If the explorer has felt these streamings only briefly then blocked them, this is nothing to be ashamed of: most of us associate these sensations with early childhood, when we have been encouraged to suppress them (they are considered "dirty" or prematurely sexual), or with sex only, so that they may seem to be out of context when evoked by simple breathing. (Those of you have done yoga may have learned ways to evoke them systematically, although the controlled breathing in yoga ensures that they do not lead to spontaneous movement or pulsation). If the streamings block when the breathing evokes them, we can learn two things: what makes us most anxious in terms of where we feel the streamings, and how we tend to block them: whether through tightening muscles or holding the breath, or wriggling somehow out of the way of the sensation. Streaming may also have been felt if the explorer has experienced a "soft" emotion, such as wanting to cry or reaching out in longing. In both cases streaming or melting sensations may be felt flowing in the chest or toward the face and eyes. They may have been caught in a throat which tightens, or suppressed by staring or losing eye contact. Again, at this stage, it is important to know both where you experience streamings comfortably and where you tend to become anxious and suppress them.

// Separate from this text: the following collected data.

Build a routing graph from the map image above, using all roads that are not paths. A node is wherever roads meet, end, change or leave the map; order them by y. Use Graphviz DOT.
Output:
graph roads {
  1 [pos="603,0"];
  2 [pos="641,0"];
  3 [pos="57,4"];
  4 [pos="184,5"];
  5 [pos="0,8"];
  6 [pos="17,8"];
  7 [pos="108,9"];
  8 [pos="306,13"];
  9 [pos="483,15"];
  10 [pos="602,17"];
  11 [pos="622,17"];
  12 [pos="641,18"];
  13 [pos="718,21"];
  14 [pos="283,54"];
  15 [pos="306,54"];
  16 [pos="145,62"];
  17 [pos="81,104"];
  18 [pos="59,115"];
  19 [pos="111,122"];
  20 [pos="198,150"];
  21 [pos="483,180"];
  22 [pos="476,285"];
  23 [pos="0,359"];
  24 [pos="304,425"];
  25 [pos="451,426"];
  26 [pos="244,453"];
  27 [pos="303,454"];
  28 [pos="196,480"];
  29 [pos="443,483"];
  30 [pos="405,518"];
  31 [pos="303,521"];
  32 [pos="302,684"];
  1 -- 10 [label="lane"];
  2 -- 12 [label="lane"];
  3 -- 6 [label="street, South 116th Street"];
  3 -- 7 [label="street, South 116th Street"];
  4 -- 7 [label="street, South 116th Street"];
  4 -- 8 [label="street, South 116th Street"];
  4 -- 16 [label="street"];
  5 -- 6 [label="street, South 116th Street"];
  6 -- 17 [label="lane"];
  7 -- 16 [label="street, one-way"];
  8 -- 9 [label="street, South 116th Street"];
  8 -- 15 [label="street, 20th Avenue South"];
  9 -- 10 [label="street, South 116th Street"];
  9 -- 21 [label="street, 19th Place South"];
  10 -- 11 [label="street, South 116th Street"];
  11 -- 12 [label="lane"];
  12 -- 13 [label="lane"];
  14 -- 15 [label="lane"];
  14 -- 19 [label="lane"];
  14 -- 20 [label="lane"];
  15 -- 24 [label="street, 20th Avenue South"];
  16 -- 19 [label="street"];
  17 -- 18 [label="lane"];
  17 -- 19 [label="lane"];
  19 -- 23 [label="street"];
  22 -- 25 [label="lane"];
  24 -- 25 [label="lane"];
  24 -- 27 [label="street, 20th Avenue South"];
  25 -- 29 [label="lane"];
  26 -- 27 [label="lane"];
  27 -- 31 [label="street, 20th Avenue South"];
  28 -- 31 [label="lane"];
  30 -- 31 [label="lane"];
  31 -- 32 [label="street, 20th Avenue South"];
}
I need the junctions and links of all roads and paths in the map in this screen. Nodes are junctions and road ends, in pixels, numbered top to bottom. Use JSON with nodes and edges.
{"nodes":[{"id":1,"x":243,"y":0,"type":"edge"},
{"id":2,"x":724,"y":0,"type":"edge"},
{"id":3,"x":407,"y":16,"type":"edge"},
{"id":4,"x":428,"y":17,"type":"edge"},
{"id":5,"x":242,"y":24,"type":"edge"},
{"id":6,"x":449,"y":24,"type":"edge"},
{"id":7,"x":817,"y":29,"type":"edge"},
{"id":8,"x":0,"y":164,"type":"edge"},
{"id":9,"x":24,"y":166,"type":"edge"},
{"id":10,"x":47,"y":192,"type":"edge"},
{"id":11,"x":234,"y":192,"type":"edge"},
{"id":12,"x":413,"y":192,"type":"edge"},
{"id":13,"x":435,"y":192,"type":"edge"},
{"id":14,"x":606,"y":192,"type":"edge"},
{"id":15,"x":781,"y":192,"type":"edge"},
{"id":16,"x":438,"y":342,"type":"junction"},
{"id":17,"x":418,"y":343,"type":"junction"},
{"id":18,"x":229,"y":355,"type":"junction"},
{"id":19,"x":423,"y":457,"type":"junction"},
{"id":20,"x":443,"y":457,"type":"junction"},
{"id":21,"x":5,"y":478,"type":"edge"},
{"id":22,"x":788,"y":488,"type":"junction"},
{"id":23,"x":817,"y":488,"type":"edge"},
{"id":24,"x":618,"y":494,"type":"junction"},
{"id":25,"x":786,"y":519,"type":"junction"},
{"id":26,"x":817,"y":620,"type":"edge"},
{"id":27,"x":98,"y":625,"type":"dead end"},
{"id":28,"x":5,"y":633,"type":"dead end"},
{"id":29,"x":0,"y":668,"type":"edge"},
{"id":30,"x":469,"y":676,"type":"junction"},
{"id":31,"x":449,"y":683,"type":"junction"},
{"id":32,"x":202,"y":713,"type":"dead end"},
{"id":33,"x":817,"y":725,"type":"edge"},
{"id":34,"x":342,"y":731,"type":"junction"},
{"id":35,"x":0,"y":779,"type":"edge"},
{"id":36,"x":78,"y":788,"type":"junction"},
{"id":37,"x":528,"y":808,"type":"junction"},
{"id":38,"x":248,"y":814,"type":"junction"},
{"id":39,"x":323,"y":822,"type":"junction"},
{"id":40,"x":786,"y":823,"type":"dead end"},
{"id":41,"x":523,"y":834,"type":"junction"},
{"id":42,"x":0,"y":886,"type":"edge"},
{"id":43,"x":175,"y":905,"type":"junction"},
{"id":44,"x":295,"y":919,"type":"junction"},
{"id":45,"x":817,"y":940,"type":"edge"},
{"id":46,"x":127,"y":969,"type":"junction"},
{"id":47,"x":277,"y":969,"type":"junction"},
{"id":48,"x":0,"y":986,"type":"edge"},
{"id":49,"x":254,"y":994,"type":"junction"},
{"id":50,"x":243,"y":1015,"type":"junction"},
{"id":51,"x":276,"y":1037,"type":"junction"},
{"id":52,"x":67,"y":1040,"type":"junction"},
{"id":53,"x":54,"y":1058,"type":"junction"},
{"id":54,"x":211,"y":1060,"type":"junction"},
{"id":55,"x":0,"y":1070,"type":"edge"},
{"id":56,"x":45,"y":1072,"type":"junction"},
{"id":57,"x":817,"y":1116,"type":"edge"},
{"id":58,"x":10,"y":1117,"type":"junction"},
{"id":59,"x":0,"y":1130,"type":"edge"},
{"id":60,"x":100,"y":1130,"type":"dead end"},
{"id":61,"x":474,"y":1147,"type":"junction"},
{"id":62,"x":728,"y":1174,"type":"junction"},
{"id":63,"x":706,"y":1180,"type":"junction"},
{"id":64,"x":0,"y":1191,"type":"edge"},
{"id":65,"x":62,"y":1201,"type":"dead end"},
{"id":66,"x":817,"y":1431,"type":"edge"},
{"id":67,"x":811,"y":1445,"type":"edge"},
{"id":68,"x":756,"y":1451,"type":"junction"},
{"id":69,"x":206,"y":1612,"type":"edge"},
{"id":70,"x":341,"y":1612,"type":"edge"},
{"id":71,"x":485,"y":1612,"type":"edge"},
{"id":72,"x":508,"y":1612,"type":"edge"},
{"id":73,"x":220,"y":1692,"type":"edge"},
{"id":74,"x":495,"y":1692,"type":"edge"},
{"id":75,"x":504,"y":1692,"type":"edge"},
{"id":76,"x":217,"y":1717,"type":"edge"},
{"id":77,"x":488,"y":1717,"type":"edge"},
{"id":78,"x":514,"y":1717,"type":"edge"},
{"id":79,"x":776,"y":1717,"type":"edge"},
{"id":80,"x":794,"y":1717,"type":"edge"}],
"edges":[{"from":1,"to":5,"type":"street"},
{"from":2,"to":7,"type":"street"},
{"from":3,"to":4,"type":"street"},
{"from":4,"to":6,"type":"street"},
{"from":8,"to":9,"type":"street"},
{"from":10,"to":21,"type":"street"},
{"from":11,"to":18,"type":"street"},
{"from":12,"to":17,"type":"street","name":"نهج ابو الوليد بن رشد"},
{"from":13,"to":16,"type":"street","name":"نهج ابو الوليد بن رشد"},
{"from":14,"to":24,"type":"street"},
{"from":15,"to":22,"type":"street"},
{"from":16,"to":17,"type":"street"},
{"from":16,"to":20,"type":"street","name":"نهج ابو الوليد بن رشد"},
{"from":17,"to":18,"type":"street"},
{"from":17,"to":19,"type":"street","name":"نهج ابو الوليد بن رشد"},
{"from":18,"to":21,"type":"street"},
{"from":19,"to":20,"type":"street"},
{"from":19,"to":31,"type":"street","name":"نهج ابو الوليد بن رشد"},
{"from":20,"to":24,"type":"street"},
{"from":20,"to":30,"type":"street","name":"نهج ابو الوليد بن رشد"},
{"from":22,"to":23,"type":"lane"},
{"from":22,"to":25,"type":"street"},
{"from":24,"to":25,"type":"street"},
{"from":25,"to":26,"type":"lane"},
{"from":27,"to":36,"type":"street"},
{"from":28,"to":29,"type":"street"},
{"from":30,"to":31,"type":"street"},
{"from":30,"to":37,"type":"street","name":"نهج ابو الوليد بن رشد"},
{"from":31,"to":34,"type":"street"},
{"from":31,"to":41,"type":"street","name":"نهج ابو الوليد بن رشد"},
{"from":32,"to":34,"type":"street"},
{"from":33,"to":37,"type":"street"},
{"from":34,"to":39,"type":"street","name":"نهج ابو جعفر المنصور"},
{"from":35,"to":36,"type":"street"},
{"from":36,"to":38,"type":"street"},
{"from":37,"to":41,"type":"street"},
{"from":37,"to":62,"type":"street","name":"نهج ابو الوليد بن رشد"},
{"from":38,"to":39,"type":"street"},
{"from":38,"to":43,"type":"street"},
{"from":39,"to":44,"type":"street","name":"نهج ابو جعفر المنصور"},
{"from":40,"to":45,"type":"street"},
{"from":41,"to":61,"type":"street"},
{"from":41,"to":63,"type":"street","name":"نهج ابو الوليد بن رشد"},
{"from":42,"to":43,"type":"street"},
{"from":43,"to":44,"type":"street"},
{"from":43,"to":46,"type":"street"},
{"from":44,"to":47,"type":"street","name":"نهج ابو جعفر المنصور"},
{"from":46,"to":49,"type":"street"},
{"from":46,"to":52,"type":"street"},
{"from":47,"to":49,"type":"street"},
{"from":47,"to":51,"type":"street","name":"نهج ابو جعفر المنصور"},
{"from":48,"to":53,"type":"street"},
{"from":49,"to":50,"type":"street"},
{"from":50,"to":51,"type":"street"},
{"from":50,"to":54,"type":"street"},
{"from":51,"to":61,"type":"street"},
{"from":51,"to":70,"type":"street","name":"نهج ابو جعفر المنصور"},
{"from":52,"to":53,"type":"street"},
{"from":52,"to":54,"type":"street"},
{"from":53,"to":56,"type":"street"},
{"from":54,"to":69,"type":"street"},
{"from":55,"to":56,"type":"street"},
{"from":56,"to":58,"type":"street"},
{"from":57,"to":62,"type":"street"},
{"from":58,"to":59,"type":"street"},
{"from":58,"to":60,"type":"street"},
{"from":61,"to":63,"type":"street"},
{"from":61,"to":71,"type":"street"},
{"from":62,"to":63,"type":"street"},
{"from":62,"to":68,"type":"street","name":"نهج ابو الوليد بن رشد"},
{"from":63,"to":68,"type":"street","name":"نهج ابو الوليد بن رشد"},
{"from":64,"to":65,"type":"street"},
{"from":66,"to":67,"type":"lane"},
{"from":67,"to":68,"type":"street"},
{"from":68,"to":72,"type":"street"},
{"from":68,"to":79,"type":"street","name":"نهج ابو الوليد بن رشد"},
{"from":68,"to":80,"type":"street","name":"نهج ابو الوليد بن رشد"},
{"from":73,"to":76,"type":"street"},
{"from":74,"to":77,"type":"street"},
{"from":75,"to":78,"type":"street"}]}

The guide will not have been able to observe the explorer's inner sensations, obviously, but may have been able to observe some indications of them, either as movements of the body such as a trembling or a stretching which suggests that something is happening internally, or as a tightening or immobilizing of certain areas of the body as if the explorer were trying to prevent further movement. The guide may also, if in good emotional resonance with the explorer, have picked up some of the explorer's feelings, either through eye contact in which an emotional expression is visible, or through a sixth sense.